Kneading fantasy into reality, Krassner ferrets out the higher truths that spotlight the absurdity all around. In Krassner's world, Lyndon Johnson chuckles over the corpse of JFK, a psychiatrist hypnotically regresses a woman who shot her television set, and Nancy Reagan's "Just say no to drugs" becomes "If anybody tries to sell you an ounce of marijuana for $500, that's way to expensive, so just say no."

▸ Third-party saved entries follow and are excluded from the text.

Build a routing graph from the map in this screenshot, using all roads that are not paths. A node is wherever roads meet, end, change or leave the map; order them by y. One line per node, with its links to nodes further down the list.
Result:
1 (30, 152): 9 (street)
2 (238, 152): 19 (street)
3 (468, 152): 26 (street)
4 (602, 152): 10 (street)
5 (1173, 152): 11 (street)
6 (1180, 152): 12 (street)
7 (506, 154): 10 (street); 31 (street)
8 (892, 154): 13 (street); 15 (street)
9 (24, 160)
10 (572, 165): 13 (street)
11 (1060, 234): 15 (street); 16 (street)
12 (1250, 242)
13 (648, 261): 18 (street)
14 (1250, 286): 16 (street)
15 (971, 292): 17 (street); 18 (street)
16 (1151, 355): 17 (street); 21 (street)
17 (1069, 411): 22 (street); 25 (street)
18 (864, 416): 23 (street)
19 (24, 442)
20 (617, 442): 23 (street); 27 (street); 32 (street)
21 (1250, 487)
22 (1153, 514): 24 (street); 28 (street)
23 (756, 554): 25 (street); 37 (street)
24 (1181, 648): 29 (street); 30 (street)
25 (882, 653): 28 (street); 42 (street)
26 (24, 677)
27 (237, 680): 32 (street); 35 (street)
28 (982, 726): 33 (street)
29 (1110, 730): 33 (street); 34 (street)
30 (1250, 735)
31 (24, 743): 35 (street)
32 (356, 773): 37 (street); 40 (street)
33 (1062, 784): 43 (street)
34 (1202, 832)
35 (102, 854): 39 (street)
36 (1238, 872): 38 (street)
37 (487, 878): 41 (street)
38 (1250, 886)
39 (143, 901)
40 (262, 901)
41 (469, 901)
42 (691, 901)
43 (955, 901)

From the inside cover notes to the 1993 book by Paul Krassner "Confessions of a Raving, Unconfined Nut: Misadventures in the Counter-Culture" published by Simon and Schuster:
This is no ordinary memoir. Paul Krassner started out as a child-prodigy violinist, the youngest concert artist ever to perform at Carnegie Hall, but he lost his *real* virginity - literally and figuratively - at "Mad" magazine. However, "Mad's" humor was aimed at teenagers; America had no satirical magazine for adults, so in 1958 Krassner launched "The Realist". Irreverence was his only sacred cow.

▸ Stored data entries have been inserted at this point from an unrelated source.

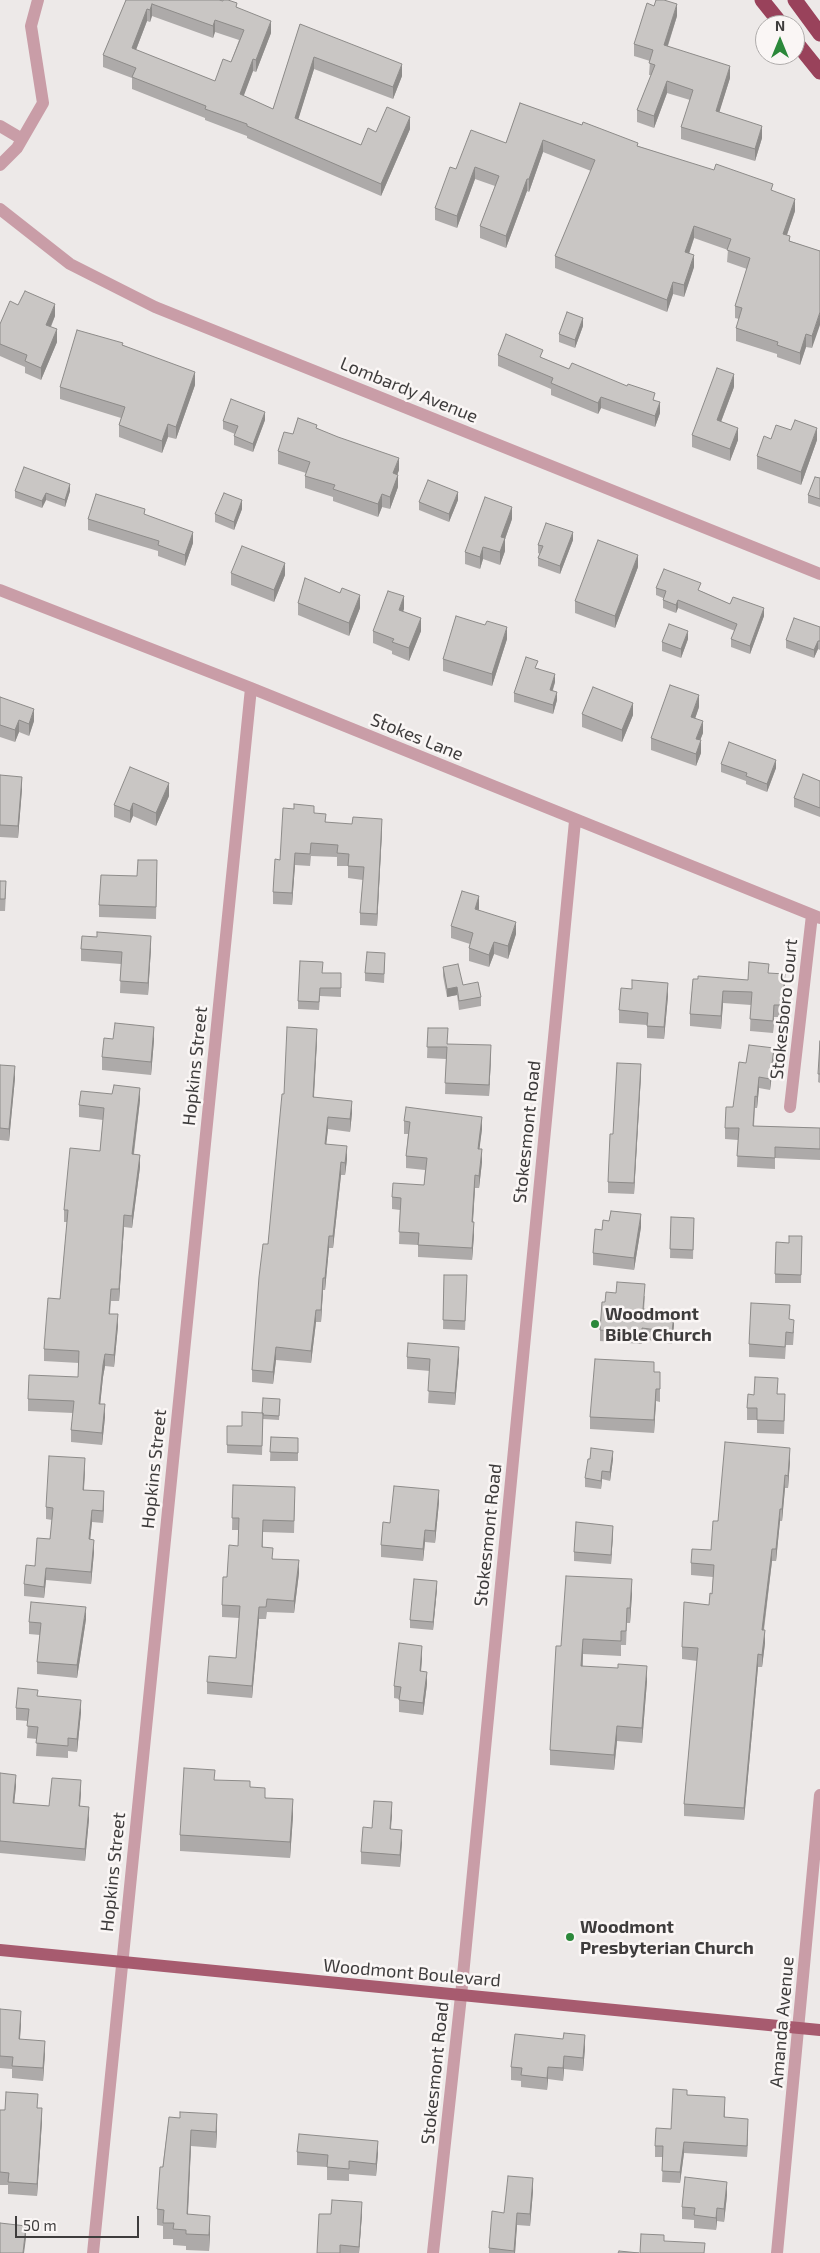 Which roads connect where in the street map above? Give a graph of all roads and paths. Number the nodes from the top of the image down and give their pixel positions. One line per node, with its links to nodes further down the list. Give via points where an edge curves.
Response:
1 (38, 0): 9 (street, via 31,26 43,104)
2 (762, 0): 4 (highway)
3 (795, 0): 5 (highway)
4 (774, 15)
5 (820, 34)
6 (805, 53): 7 (highway)
7 (820, 72)
8 (0, 126): 9 (street)
9 (22, 139): 10 (street)
10 (0, 165)
11 (0, 209): 12 (street, Lombardy Avenue, via 70,264 155,307)
12 (820, 574)
13 (0, 590): 14 (street, Stokes Lane)
14 (251, 688): 15 (street, Stokes Lane); 20 (street, Hopkins Street)
15 (575, 821): 16 (street, Stokes Lane); 21 (street, Stokesmont Road)
16 (816, 917): 17 (street, Stokesboro Court)
17 (790, 1107)
18 (820, 1795): 22 (street, Amanda Avenue)
19 (0, 1950): 20 (main road, Woodmont Boulevard)
20 (122, 1963): 21 (main road, Woodmont Boulevard); 24 (street, Hopkins Street)
21 (461, 1996): 22 (main road, Woodmont Boulevard); 25 (street, Stokesmont Road)
22 (799, 2028): 23 (main road, Woodmont Boulevard); 26 (street, Amanda Avenue)
23 (820, 2030)
24 (93, 2253)
25 (433, 2253)
26 (777, 2253)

When "People" magazine called him "father of the underground press," he immediately demanded a paternity test. Nevertheless, "The Realist" was indeed a forerunner of the alternative media, serving as both an influence on and a chronicler of the burgeoning counter-culture. His life story is enhanced by encounters with such folk heroes as Norman Mailer, Dick Gregory, Bob Dylan, John Lennon, and Jerry Garcia.
Krassner never identified anything as either reportage or satire in "The Realist", and it was often hard to tell the difference. His most infamous such piece, "The Parts Left Out of the Kennedy Book," has become a modern classic, and its complete text is included in these pages, along with the story behind his "F**k Communism" poster and the Disneyland Memorial Orgy.

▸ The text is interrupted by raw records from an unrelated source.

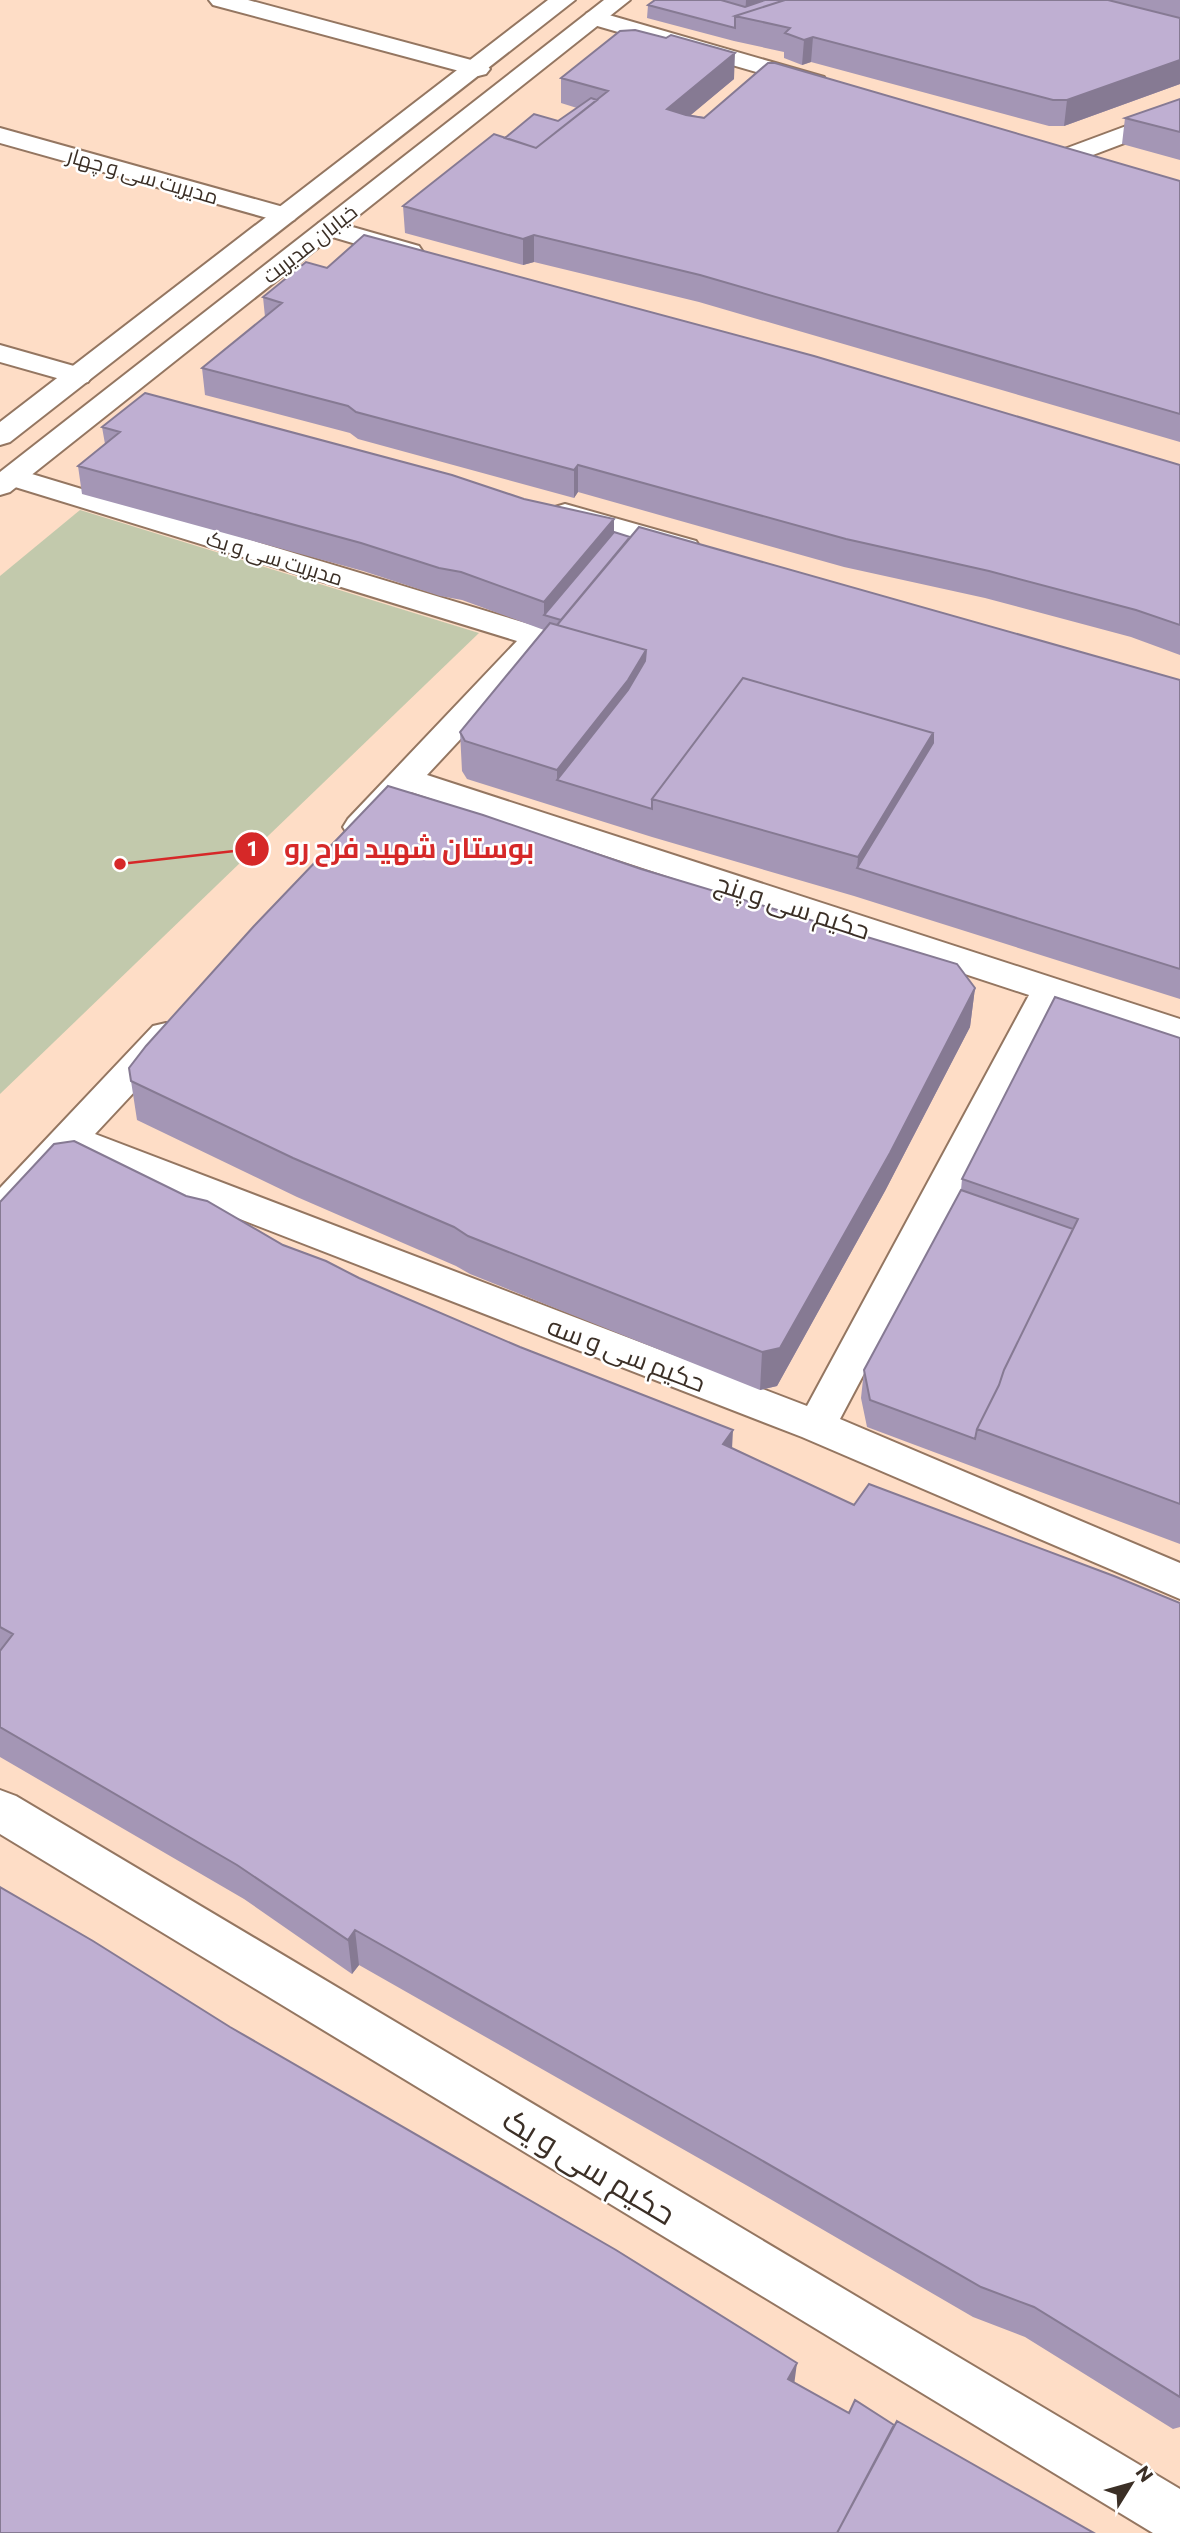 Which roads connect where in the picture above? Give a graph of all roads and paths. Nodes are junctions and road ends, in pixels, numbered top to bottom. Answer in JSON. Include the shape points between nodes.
{"nodes":[{"id":1,"x":221,"y":0,"type":"edge"},
{"id":2,"x":563,"y":0,"type":"edge"},
{"id":3,"x":618,"y":0,"type":"edge"},
{"id":4,"x":595,"y":18,"type":"junction"},
{"id":5,"x":478,"y":69,"type":"junction"},
{"id":6,"x":832,"y":87,"type":"edge"},
{"id":7,"x":1180,"y":113,"type":"edge"},
{"id":8,"x":0,"y":135,"type":"edge"},
{"id":9,"x":1042,"y":149,"type":"edge"},
{"id":10,"x":1068,"y":156,"type":"junction"},
{"id":11,"x":1106,"y":167,"type":"edge"},
{"id":12,"x":285,"y":215,"type":"junction"},
{"id":13,"x":328,"y":228,"type":"junction"},
{"id":14,"x":435,"y":259,"type":"edge"},
{"id":15,"x":0,"y":353,"type":"edge"},
{"id":16,"x":78,"y":376,"type":"junction"},
{"id":17,"x":0,"y":436,"type":"edge"},
{"id":18,"x":6,"y":482,"type":"edge"},
{"id":19,"x":539,"y":506,"type":"edge"},
{"id":20,"x":712,"y":554,"type":"edge"},
{"id":21,"x":406,"y":779,"type":"junction"},
{"id":22,"x":340,"y":849,"type":"edge"},
{"id":23,"x":1050,"y":988,"type":"junction"},
{"id":24,"x":191,"y":1008,"type":"edge"},
{"id":25,"x":1180,"y":1032,"type":"edge"},
{"id":26,"x":69,"y":1138,"type":"junction"},
{"id":27,"x":0,"y":1212,"type":"edge"},
{"id":28,"x":816,"y":1426,"type":"junction"},
{"id":29,"x":1180,"y":1582,"type":"edge"},
{"id":30,"x":0,"y":1810,"type":"edge"},
{"id":31,"x":1180,"y":2519,"type":"edge"}],
"edges":[{"from":1,"to":5,"type":"street"},
{"from":2,"to":5,"type":"street","name":"خیابان مدیریت"},
{"from":3,"to":4,"type":"street","name":"خیابان مدیریت"},
{"from":4,"to":6,"type":"street"},
{"from":4,"to":13,"type":"street","name":"خیابان مدیریت"},
{"from":5,"to":12,"type":"street","name":"خیابان مدیریت"},
{"from":7,"to":10,"type":"street"},
{"from":8,"to":12,"type":"street","name":"مدیریت سی و چهار"},
{"from":9,"to":10,"type":"street"},
{"from":10,"to":11,"type":"street"},
{"from":12,"to":16,"type":"street","name":"خیابان مدیریت"},
{"from":13,"to":14,"type":"street"},
{"from":13,"to":18,"type":"street","name":"خیابان مدیریت","via":[[138,394]]},
{"from":15,"to":16,"type":"street"},
{"from":16,"to":17,"type":"street","name":"خیابان مدیریت"},
{"from":18,"to":21,"type":"street","name":"مدیریت سی و یک","via":[[538,637]]},
{"from":19,"to":20,"type":"street"},
{"from":21,"to":22,"type":"street"},
{"from":21,"to":23,"type":"street","name":"حکیم سی و پنج"},
{"from":23,"to":25,"type":"street","name":"حکیم سی و پنج"},
{"from":23,"to":28,"type":"street"},
{"from":24,"to":26,"type":"street"},
{"from":26,"to":27,"type":"street"},
{"from":26,"to":28,"type":"street","name":"حکیم سی و سه"},
{"from":28,"to":29,"type":"street","name":"حکیم سی و سه"},
{"from":30,"to":31,"type":"street","name":"حکیم سی و یک"}]}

All his readers see Krassner through their own subjective filters. Joseph Heller told him, "You practically write *Catch 22* with every issue of "The Realist." And Kurt Vonnegut said, "You make me hopeful." But the FBI sent a poison-pen letter to "Life" magazine: "To classify Krassner as a 'social rebel' is far too cute. He's a nut, a raving, unconfined nut." And Harry Reasoner wrote that "Krassner not only attacked establishment values, he attacked decency in general."
Krassner's style of personal journalism constantly blurred the line between observer and participant. He interviewed an abortionist, then became an illegal abortion referral service. He covered the antiwar movement, then founded the Yippies with Abbie Hoffman and Jerry Rubin. He published material on the psychedelic revolution, then took LSD with Timothy Leary and Groucho Marx.
He edited Lenny Bruce's autobiography *How to Talk Dirty and Influence People*, then, with Lenny's encouragement, became a stand-up comedian himself. Five years after Lenny's death, Groucho Marx stated, "I predict that in time Paul Krassner will wind up as the only live Lenny Bruce."
"Krassner loves ironies," says Ken Kesey, author of *One Flew Over The Cuckoo's Nest*, "especially stinging ironies that nettle public figures. He would rather savor a piquant irony about a public figure than eat a bowl of fresh strawberries and ice cream." Krassner's own favorite irony is that he received an award from the Feminist Party, and was later hired as publisher of "Hustler."
Krassner published writers and activists in "The Realist" whom no one else would touch, from prostitute organizer Margo St. James to assassination researcher Mae Brussell, who revealed the insidious machinations behind the Watergate break-in while the mainstream media were still referring to it as a "third-rate burglary." He also investigated the Charles Manson massacre, and found himself freaking out with paranoia from conspiracy overload.
These uncensored confessions of a controversial satirist will make you laugh out loud, shock you out of your jeans, and alter your perceptions permanently.